After the next few days of radiation I get another long weekend for my favorite annual camp out and debauch - Beermageddon.  It's just as it sounds.  Beer, camping, explosives and heavy equipment.  Saturday night is "formal night".  Kevin gets a Captain Kirk costume, and I decide to exploit my baldness and pay homage to fierce bald lady of the moment, Imperator Furiosa from Max Max: Fury Road.  We have the War Rig.  And it's my birthday, so I get a cake along with another attendee.  I even have battle scars.  Monday through Friday tit fry gives way to weekend Road Warrior.

Speaking of Camping, we also went for the more traditional camping weekend to the Adirondacks with our friend Monica - the one who shames me into these 5Ks, and comes up with cherry picking in a field in 100 degree heat.  We go kayaking as well, cooking over a fire, hiking and beautiful views from the ridge.  Very mellow, as most of Monica's friends have been doing this together for years.  Kind of like Beermageddon for the AARP crowd.  I wake up and my wrist is SCREAMING.  Like ice pick through the joint, can't sleep, flopping around like a fish in bed pain.  More proof that exercise is bad for you.  Back to civilization, I can't take it anymore and the Alleve is not alleviating it.  The orthopedist with a name comprised almost exclusively of consonants tells me I have an equally unpronounceable condition - De Quervain's tenosynovitis.  It requires a shot with a giant needle into my wrist joint.  It could resolve it, or I could need another one.  If I need three, then I need surgery.  At least it's not cancer. 
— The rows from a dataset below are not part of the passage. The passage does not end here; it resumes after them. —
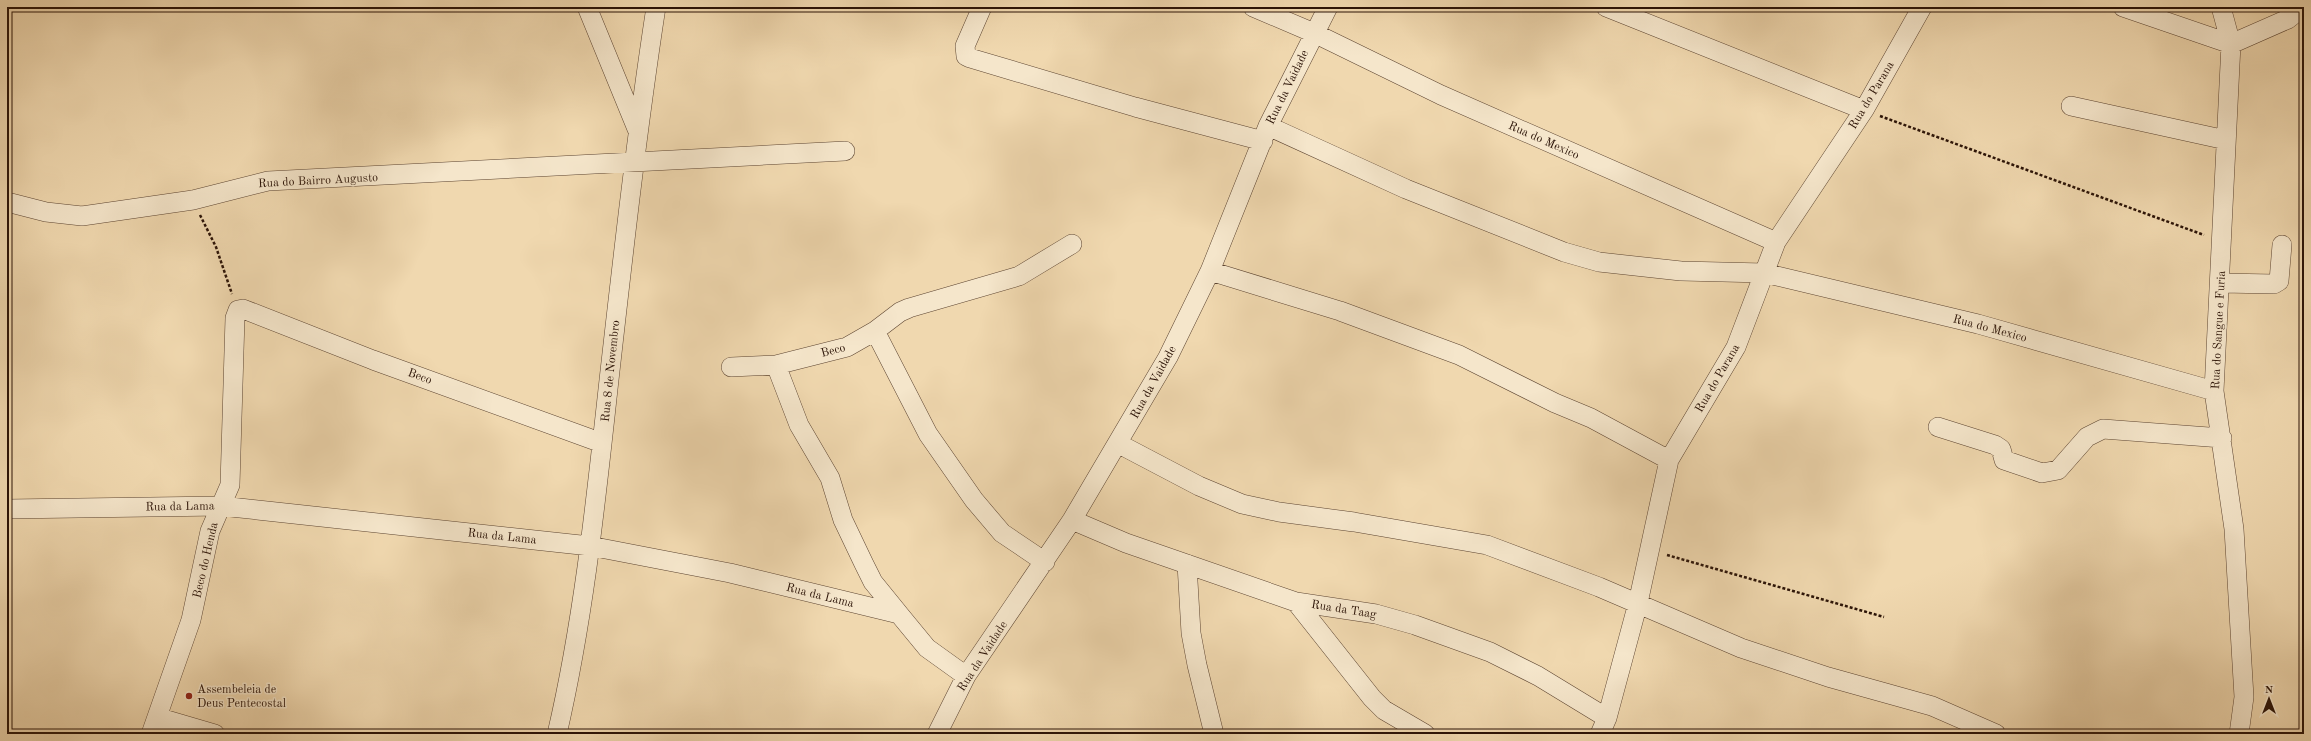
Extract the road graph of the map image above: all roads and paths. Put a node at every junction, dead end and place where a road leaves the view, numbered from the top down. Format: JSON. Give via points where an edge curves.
{"nodes":[{"id":1,"x":587,"y":7,"type":"edge"},
{"id":2,"x":656,"y":7,"type":"edge"},
{"id":3,"x":982,"y":7,"type":"edge"},
{"id":4,"x":1253,"y":7,"type":"edge"},
{"id":5,"x":1328,"y":7,"type":"edge"},
{"id":6,"x":1606,"y":7,"type":"edge"},
{"id":7,"x":1922,"y":7,"type":"edge"},
{"id":8,"x":2123,"y":7,"type":"edge"},
{"id":9,"x":2221,"y":7,"type":"edge"},
{"id":10,"x":2303,"y":7,"type":"edge"},
{"id":11,"x":1314,"y":33,"type":"junction"},
{"id":12,"x":2231,"y":44,"type":"junction"},
{"id":13,"x":2071,"y":106,"type":"dead end"},
{"id":14,"x":1864,"y":110,"type":"junction"},
{"id":15,"x":637,"y":130,"type":"junction"},
{"id":16,"x":1266,"y":134,"type":"junction"},
{"id":17,"x":2226,"y":140,"type":"junction"},
{"id":18,"x":845,"y":151,"type":"dead end"},
{"id":19,"x":633,"y":163,"type":"junction"},
{"id":20,"x":194,"y":200,"type":"junction"},
{"id":21,"x":7,"y":202,"type":"edge"},
{"id":22,"x":2221,"y":241,"type":"junction"},
{"id":23,"x":1776,"y":242,"type":"junction"},
{"id":24,"x":1072,"y":244,"type":"dead end"},
{"id":25,"x":2282,"y":245,"type":"dead end"},
{"id":26,"x":1210,"y":271,"type":"junction"},
{"id":27,"x":1764,"y":273,"type":"junction"},
{"id":28,"x":2221,"y":283,"type":"junction"},
{"id":29,"x":238,"y":310,"type":"junction"},
{"id":30,"x":875,"y":331,"type":"junction"},
{"id":31,"x":776,"y":366,"type":"junction"},
{"id":32,"x":731,"y":367,"type":"dead end"},
{"id":33,"x":2214,"y":391,"type":"junction"},
{"id":34,"x":1938,"y":427,"type":"dead end"},
{"id":35,"x":2222,"y":438,"type":"junction"},
{"id":36,"x":602,"y":443,"type":"junction"},
{"id":37,"x":1119,"y":444,"type":"junction"},
{"id":38,"x":1669,"y":460,"type":"junction"},
{"id":39,"x":221,"y":506,"type":"junction"},
{"id":40,"x":7,"y":509,"type":"edge"},
{"id":41,"x":1072,"y":520,"type":"junction"},
{"id":42,"x":590,"y":546,"type":"junction"},
{"id":43,"x":1649,"y":550,"type":"junction"},
{"id":44,"x":1045,"y":562,"type":"junction"},
{"id":45,"x":1186,"y":564,"type":"junction"},
{"id":46,"x":1296,"y":602,"type":"junction"},
{"id":47,"x":1638,"y":603,"type":"junction"},
{"id":48,"x":899,"y":614,"type":"junction"},
{"id":49,"x":1884,"y":617,"type":"dead end"},
{"id":50,"x":966,"y":676,"type":"junction"},
{"id":51,"x":154,"y":725,"type":"edge"},
{"id":52,"x":1604,"y":726,"type":"edge"},
{"id":53,"x":215,"y":734,"type":"edge"},
{"id":54,"x":557,"y":734,"type":"edge"},
{"id":55,"x":937,"y":734,"type":"edge"},
{"id":56,"x":1214,"y":734,"type":"edge"},
{"id":57,"x":1425,"y":734,"type":"edge"},
{"id":58,"x":1996,"y":734,"type":"edge"},
{"id":59,"x":2239,"y":734,"type":"edge"}],
"edges":[{"from":1,"to":15,"type":"street"},
{"from":2,"to":15,"type":"street","name":"Rua 8 de Novembro"},
{"from":3,"to":16,"type":"street","name":"Rua do Mexico","via":[[965,46],[966,56],[970,58],[1120,103]]},
{"from":4,"to":11,"type":"street","name":"Rua do Mexico"},
{"from":5,"to":11,"type":"street","name":"Rua da Vaidade"},
{"from":6,"to":14,"type":"street"},
{"from":7,"to":14,"type":"street","name":"Rua do Parana"},
{"from":8,"to":12,"type":"street"},
{"from":9,"to":12,"type":"street","name":"Rua do Sangue e Furia"},
{"from":10,"to":12,"type":"street","via":[[2288,19]]},
{"from":11,"to":16,"type":"street","name":"Rua da Vaidade"},
{"from":11,"to":23,"type":"street","name":"Rua do Mexico","via":[[1441,95]]},
{"from":12,"to":17,"type":"street","name":"Rua do Sangue e Furia"},
{"from":13,"to":17,"type":"street"},
{"from":14,"to":22,"type":"path"},
{"from":14,"to":23,"type":"street","name":"Rua do Parana"},
{"from":15,"to":19,"type":"street","name":"Rua 8 de Novembro"},
{"from":16,"to":26,"type":"street","name":"Rua da Vaidade"},
{"from":16,"to":27,"type":"street","name":"Rua do Mexico","via":[[1564,252],[1598,262],[1681,271]]},
{"from":17,"to":22,"type":"street","name":"Rua do Sangue e Furia"},
{"from":18,"to":19,"type":"street","name":"Rua do Bairro Augusto"},
{"from":19,"to":20,"type":"street","name":"Rua do Bairro Augusto","via":[[268,181]]},
{"from":19,"to":36,"type":"street","name":"Rua 8 de Novembro"},
{"from":20,"to":21,"type":"street","name":"Rua do Bairro Augusto","via":[[82,216],[46,212]]},
{"from":20,"to":29,"type":"path","via":[[216,247]]},
{"from":22,"to":28,"type":"street","name":"Rua do Sangue e Furia"},
{"from":23,"to":27,"type":"street","name":"Rua do Parana"},
{"from":24,"to":30,"type":"street","name":"Beco","via":[[1019,276],[909,308]]},
{"from":25,"to":28,"type":"street","via":[[2279,281],[2274,284]]},
{"from":26,"to":37,"type":"street","name":"Rua da Vaidade","via":[[1168,357]]},
{"from":26,"to":38,"type":"street","via":[[1340,311],[1459,355],[1591,418]]},
{"from":27,"to":33,"type":"street","name":"Rua do Mexico","via":[[1978,324]]},
{"from":27,"to":38,"type":"street","name":"Rua do Parana","via":[[1736,347]]},
{"from":28,"to":33,"type":"street","name":"Rua do Sangue e Furia"},
{"from":29,"to":36,"type":"street","name":"Beco","via":[[243,309],[373,360]]},
{"from":29,"to":39,"type":"street","name":"Beco do Henda","via":[[235,318],[231,476]]},
{"from":30,"to":31,"type":"street","name":"Beco","via":[[847,346]]},
{"from":30,"to":44,"type":"street","via":[[928,434],[974,500],[1002,533]]},
{"from":31,"to":32,"type":"street","name":"Beco"},
{"from":31,"to":48,"type":"street","via":[[798,425],[830,478],[843,520],[864,564],[874,582]]},
{"from":33,"to":35,"type":"street","name":"Rua do Sangue e Furia"},
{"from":34,"to":35,"type":"street","via":[[1995,445],[2000,449],[2004,460],[2042,473],[2058,470],[2087,436],[2103,428]]},
{"from":35,"to":59,"type":"street","name":"Rua do Sangue e Furia","via":[[2234,529],[2241,643],[2244,697]]},
{"from":36,"to":42,"type":"street","name":"Rua 8 de Novembro"},
{"from":37,"to":41,"type":"street","name":"Rua da Vaidade"},
{"from":37,"to":47,"type":"street","via":[[1211,492],[1242,504],[1487,546]]},
{"from":38,"to":43,"type":"street","name":"Rua do Parana"},
{"from":39,"to":40,"type":"street","name":"Rua da Lama"},
{"from":39,"to":42,"type":"street","name":"Rua da Lama"},
{"from":39,"to":51,"type":"street","name":"Beco do Henda","via":[[210,531],[191,620]]},
{"from":41,"to":44,"type":"street","name":"Rua da Vaidade"},
{"from":41,"to":45,"type":"street","name":"Rua da Taag","via":[[1126,544]]},
{"from":42,"to":48,"type":"street","name":"Rua da Lama","via":[[730,573]]},
{"from":42,"to":54,"type":"street","name":"Rua 8 de Novembro","via":[[571,674]]},
{"from":43,"to":47,"type":"street","name":"Rua do Parana"},
{"from":43,"to":49,"type":"path"},
{"from":44,"to":50,"type":"street","name":"Rua da Vaidade"},
{"from":45,"to":46,"type":"street","name":"Rua da Taag"},
{"from":45,"to":56,"type":"street","via":[[1196,665]]},
{"from":46,"to":52,"type":"street","name":"Rua da Taag","via":[[1376,614],[1416,625],[1490,652],[1538,676]]},
{"from":46,"to":57,"type":"street","via":[[1378,704]]},
{"from":47,"to":52,"type":"street","name":"Rua do Parana"},
{"from":47,"to":58,"type":"street","via":[[1741,648],[1828,677],[1917,702]]},
{"from":48,"to":50,"type":"street","via":[[926,648]]},
{"from":50,"to":55,"type":"street","name":"Rua da Vaidade"},
{"from":51,"to":53,"type":"street"}]}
I had no idea this was a thing, but I graduated from radiation.  They give me a certificate of completion, as if I grew up in the generation that mandates this for doing the bare minimum required to stay alive.  I never "graduated" from pre-school, kindergarten, primary school or junior high.  If you could not meet those basic requirements, you were fucked.  I didn't need a diploma from any of these things as there would be no hope for me if I could not get beyond these basic requirements as a functioning human.  I think these things are just social media photo ops for parents, but my folks would have beat my ass if I could not get beyond the Eighth Grade.  Different times.  Parents no longer expect their children to be fully-functioning adults by 18.  It's pathetic.  I'm all for 2-year compulsory military service, where you might actually earn any certificate you are given.  I passed radiation with flying colors - RED!  Now that I am unbeholden to the daily microwave treatment and have graduated on to bigger and better things, I'm getting as far away from this as I can.